On the supply side, distribution companies are bedeviled by low collection, energy theft, lack of electricity meters, and estimated billing. An attempt by the World Bank to intervene and procure electricity meters for all consumers has only doubled the confusion. So is another attempt to bring Siemens into the fray. Meter producers in Nigeria headed to court to stall the World Bank intervention because the procurement process left practically nothing for them.
With that, the World Bank would probably suspend its loan and look elsewhere. The TCN would claim that it can transmit up to 7,500 megawatts of electricity and that embedded power is up to 13,000 megawatts, but in reality, it cannot transmit more than 4,000 megawatts. When it does, either the system collapses or the DISCOs reject the power.
If you ask the DISCOs why they can’t upgrade the transformers and supply meters, they will insist that low collection is key. However, the consumers are not motivated to pay because of poor services. Right now, the number of distressed DISCOs is growing with the confirmed list, including Yola, Abuja, Kano, Kaduna, and Ibadan. So, a major source of the crisis is the lack of liquidity in the system.
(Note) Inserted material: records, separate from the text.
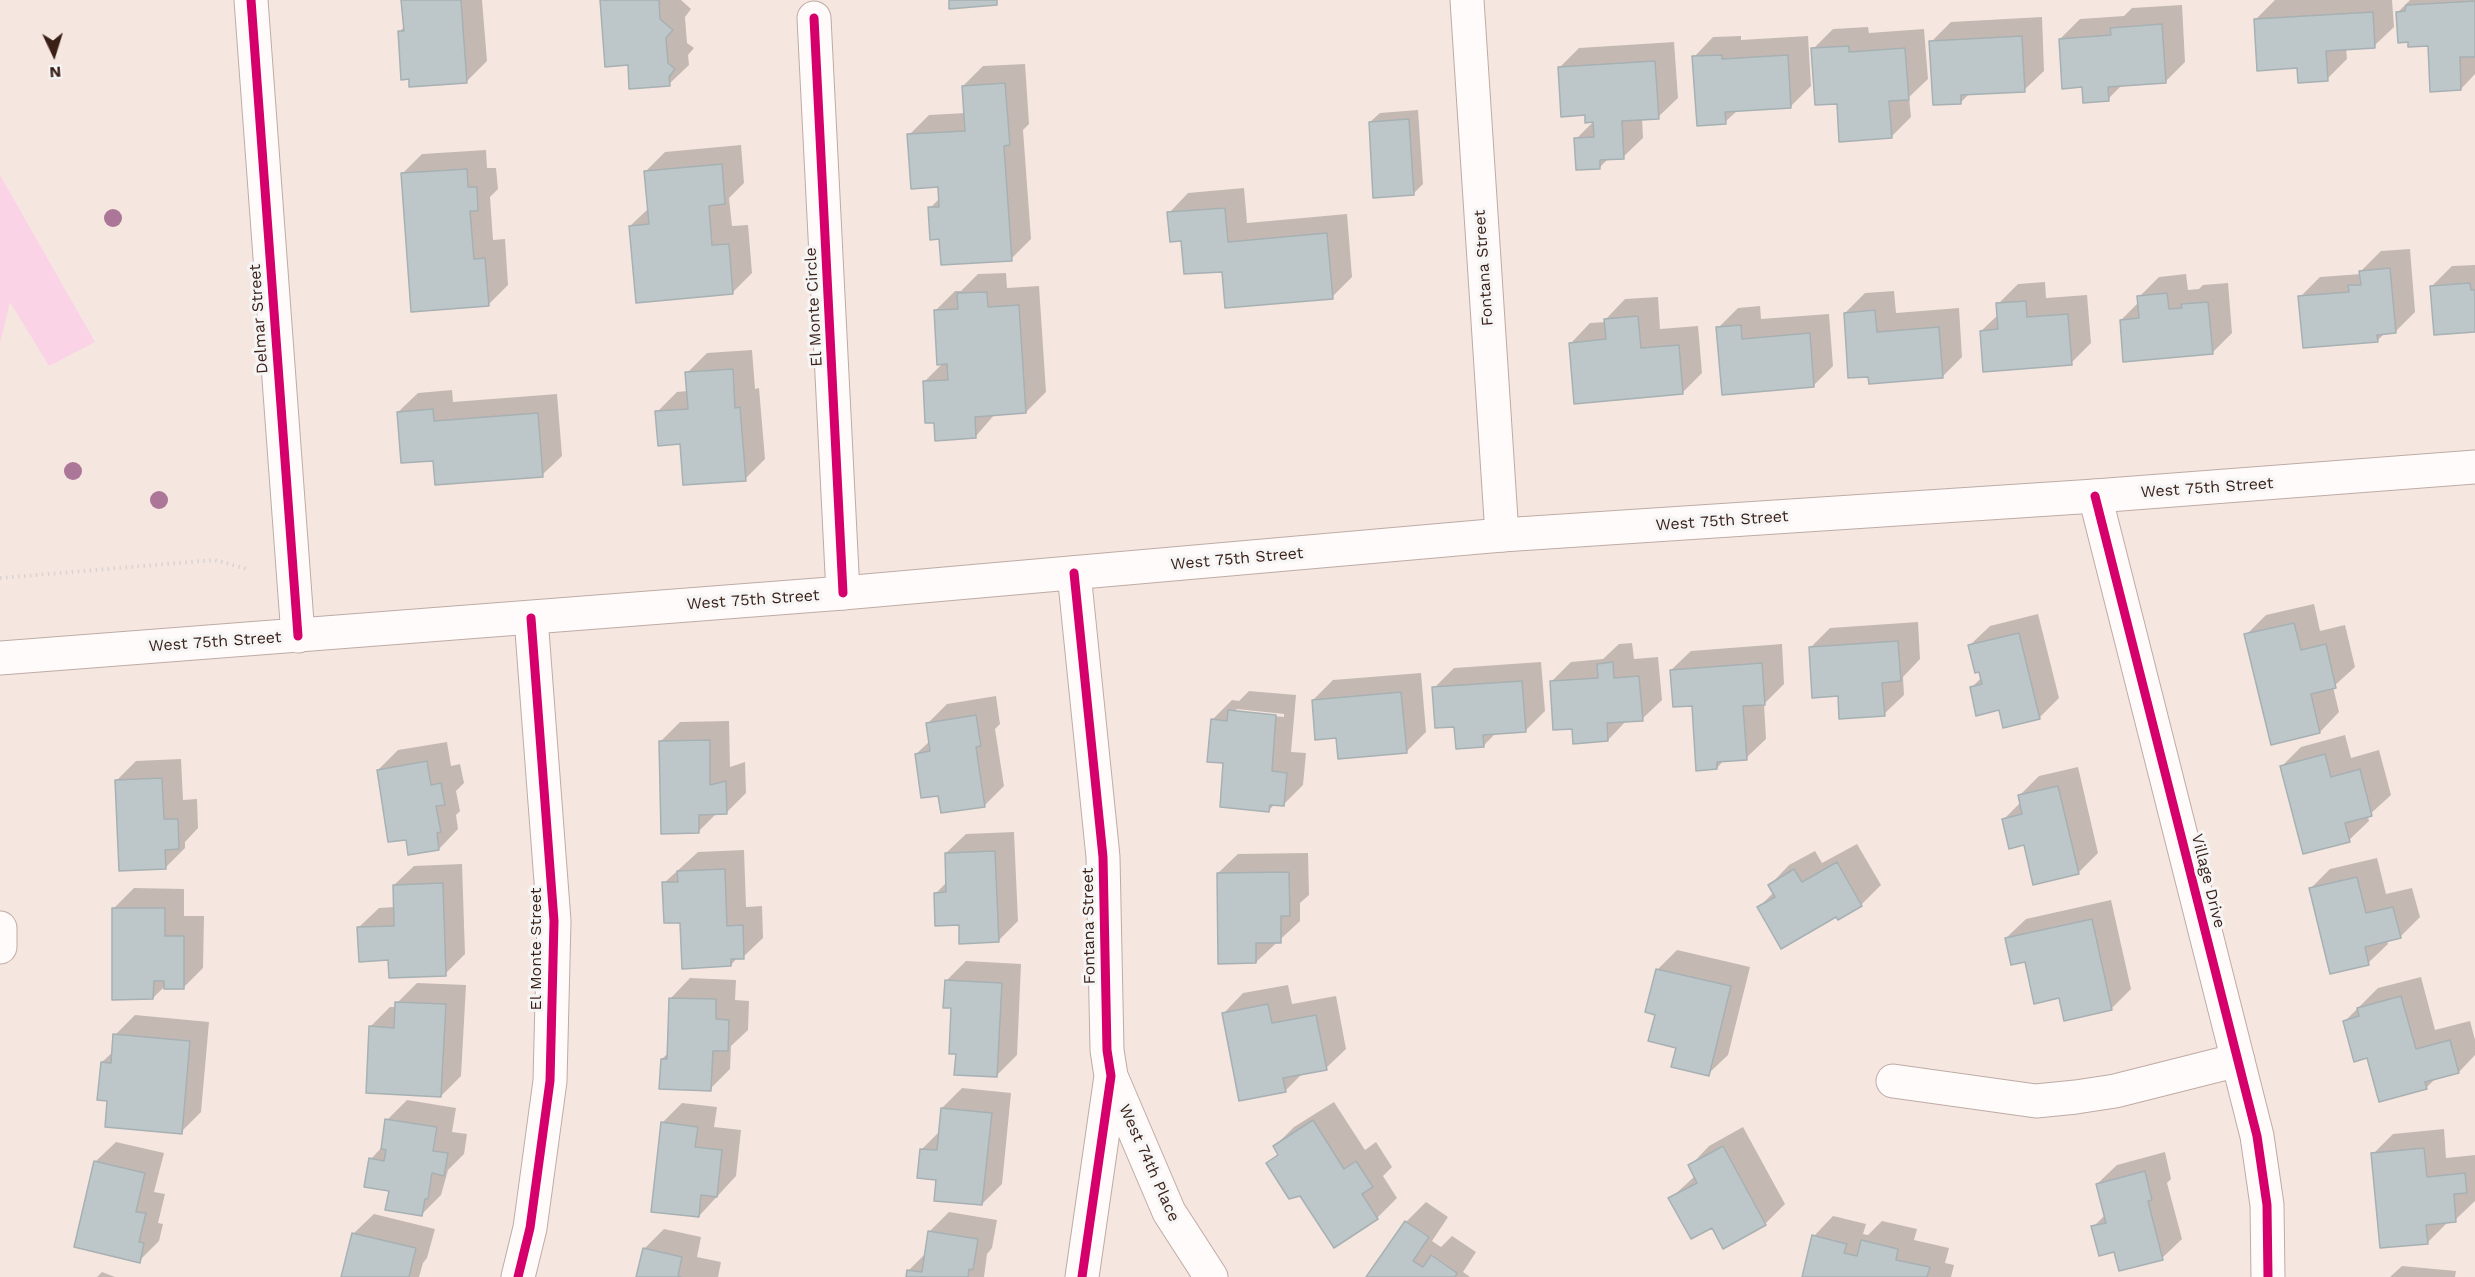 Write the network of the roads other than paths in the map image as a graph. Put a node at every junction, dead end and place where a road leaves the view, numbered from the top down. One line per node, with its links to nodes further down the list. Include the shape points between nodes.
1 (251, 0): 10 (street, Delmar Street)
2 (1467, 0): 6 (street, Fontana Street)
3 (814, 18): 8 (street, El Monte Circle)
4 (2475, 467): 5 (street, West 75th Street)
5 (2095, 496): 6 (street, West 75th Street); 14 (street, Village Drive)
6 (1502, 535): 7 (street, West 75th Street)
7 (1074, 573): 8 (street, West 75th Street); 15 (street, Fontana Street, via 1102,857)
8 (843, 593): 9 (street, West 75th Street)
9 (531, 618): 10 (street, West 75th Street); 17 (street, El Monte Street, via 554,921 550,1081 530,1228)
10 (298, 636): 11 (street, West 75th Street)
11 (0, 658)
12 (0, 928): 13 (street)
13 (0, 947)
14 (2238, 1060): 16 (street, via 2115,1090 2036,1101); 20 (street, Village Drive, via 2257,1136 2267,1205)
15 (1111, 1076): 18 (street, Fontana Street); 19 (street, West 74th Place, via 1169,1212)
16 (1893, 1081)
17 (518, 1277)
18 (1082, 1277)
19 (1211, 1277)
20 (2268, 1277)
That has invariably informed the huge subsidy the government currently injects into the sector. Subsidy on electricity is said to currently stand in the region of N800 billion. By the end of the year, it should clock N1.2 trillion, but the government cannot afford to table an increment in electricity tariff before Nigerians in the wake of the fuel subsidy crisis and the attendant nosediving fortunes of the Naira that has fuelled galloping inflation.
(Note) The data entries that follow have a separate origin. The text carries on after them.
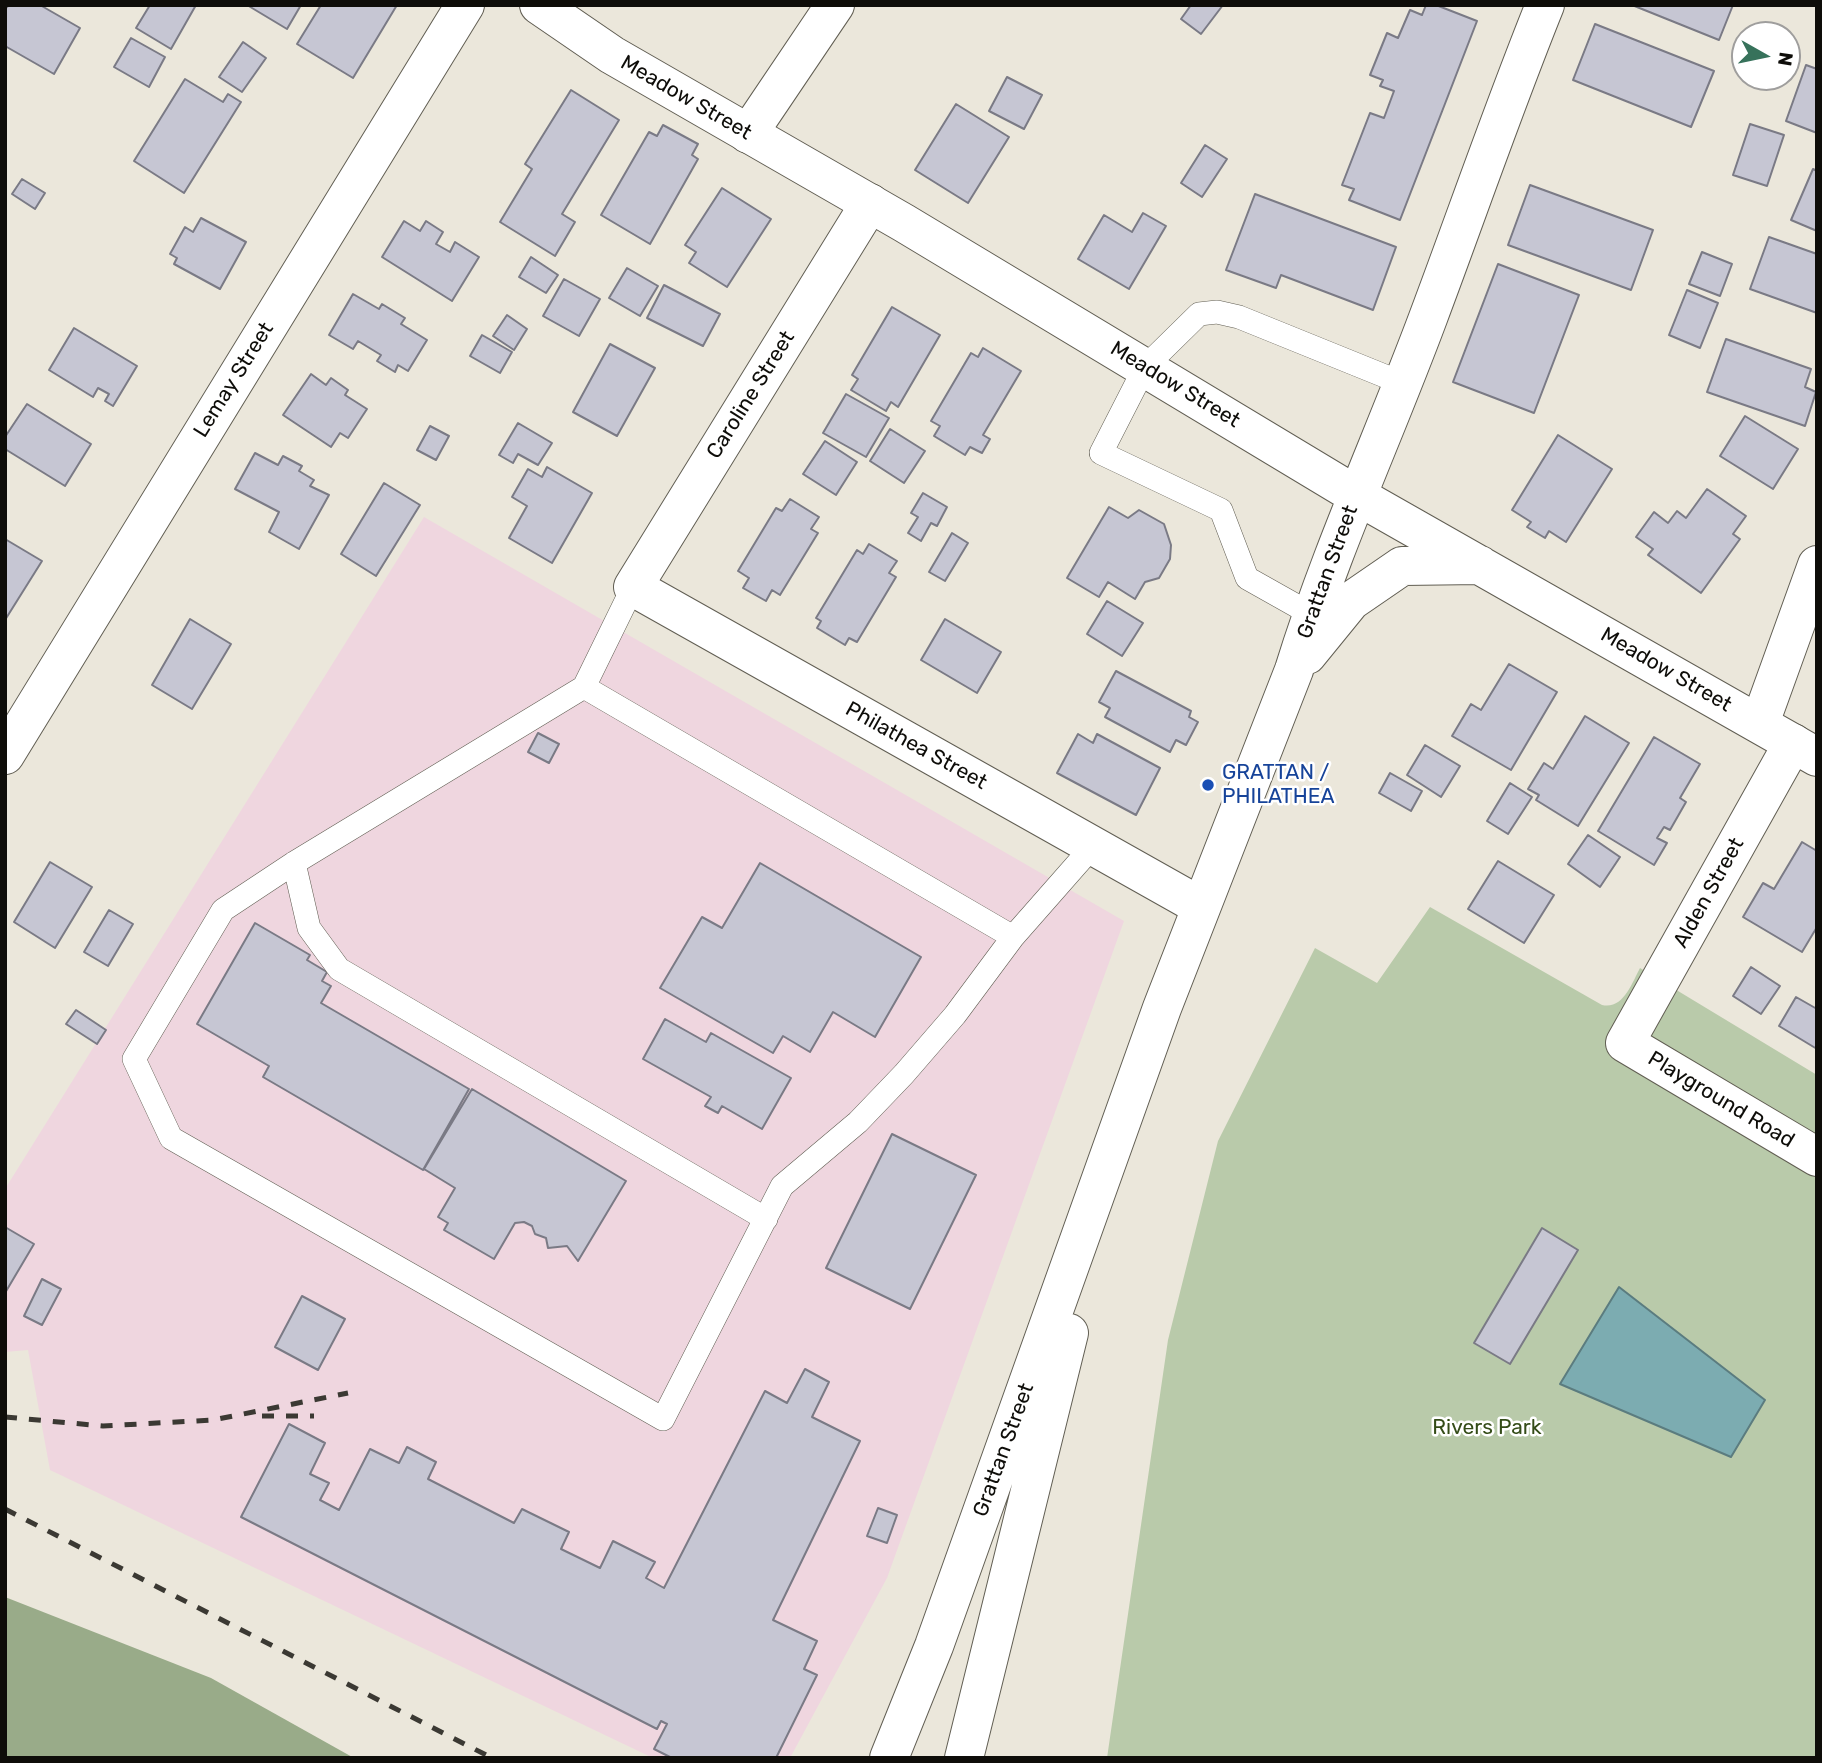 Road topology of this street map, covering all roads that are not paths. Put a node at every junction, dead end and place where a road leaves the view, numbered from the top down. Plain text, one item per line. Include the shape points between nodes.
1 (465, 5) edge
2 (539, 5) edge
3 (835, 5) edge
4 (1545, 5) edge
5 (748, 134) junction
6 (870, 203) junction
7 (1145, 366) junction
8 (1402, 383) junction
9 (1356, 495) junction
10 (1481, 565) junction
11 (1817, 565) edge
12 (633, 587) junction
13 (1311, 614) junction
14 (1294, 670) junction
15 (584, 687) junction
16 (1760, 723) junction
17 (7, 746) edge
18 (1805, 750) edge
19 (1093, 846) junction
20 (294, 863) junction
21 (1200, 906) junction
22 (1013, 937) junction
23 (1625, 1043) joint
24 (1115, 1140) junction
25 (1817, 1157) edge
26 (766, 1219) junction
27 (889, 1758) edge
28 (964, 1758) edge

1 - 17 main road, Lemay Street
2 - 5 main road, Meadow Street via 612,55
3 - 5 main road
4 - 8 main road, Grattan Street
5 - 6 main road, Meadow Street
6 - 7 main road, Meadow Street
6 - 12 main road, Caroline Street
7 - 8 lane via 1199,314 1217,312
7 - 9 main road, Meadow Street
7 - 13 lane via 1101,453 1221,510 1247,578
8 - 9 main road, Grattan Street
9 - 10 main road, Meadow Street
9 - 13 main road, Grattan Street
10 - 14 main road via 1402,566 1350,601
10 - 16 main road, Meadow Street
11 - 16 main road
12 - 15 lane
12 - 19 main road, Philathea Street
13 - 14 main road, Grattan Street
14 - 21 main road, Grattan Street
15 - 20 lane
15 - 22 lane
16 - 18 main road, Meadow Street
18 - 23 main road, Alden Street
19 - 21 main road, Philathea Street
19 - 22 lane
20 - 26 lane via 309,928 339,969
20 - 26 lane via 223,910 134,1059 171,1138 663,1419
21 - 24 main road, Grattan Street
22 - 26 lane via 955,1016 904,1074 858,1122 782,1186
23 - 25 main road, Playground Road
24 - 27 main road, Grattan Street via 934,1646
24 - 28 main road, Grattan Street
Some analysts would say that part of the problem is the sabotaging capacity of generator suppliers. I don’t agree with this. The generator sellers are merely filling a void. When there is public power, they will be forced to redirect their business focus. The fact is that there is politics, there is a lack of patriotism and there is the greed of public officers whose agenda is to choose the easy path; make quick money, and leave the problem for whoever is unfortunate to inherit it.
A claim was recently made that a Minister diverted transformers worth $5 million to some parts of the North East, even when it was clear that the transformers would be more economically viable in Ibadan, Lagos, Benin, or Abuja. He wanted to show his people he was a performing Minister!
Minister Adelabu must tell the president the whole truth. The sector needs liquidity, ahead of the multi-pronged solution, but there must be value for money. He must get the president’s backing to inject huge cash; banish estimated billing and decree meters for every home and business. He must break TCN’s bureaucratic autonomy and that of its sister parastatals, which has stalled initiatives and quick results. Power theft must become a high crime, and when DISCOs get paid, they must inject life into the lower rung of the sector by replacing old transformers and cables. It makes more sense to sell gas to GENCOs at rates lower than international prices because that would have a telling effect on electricity tariffs.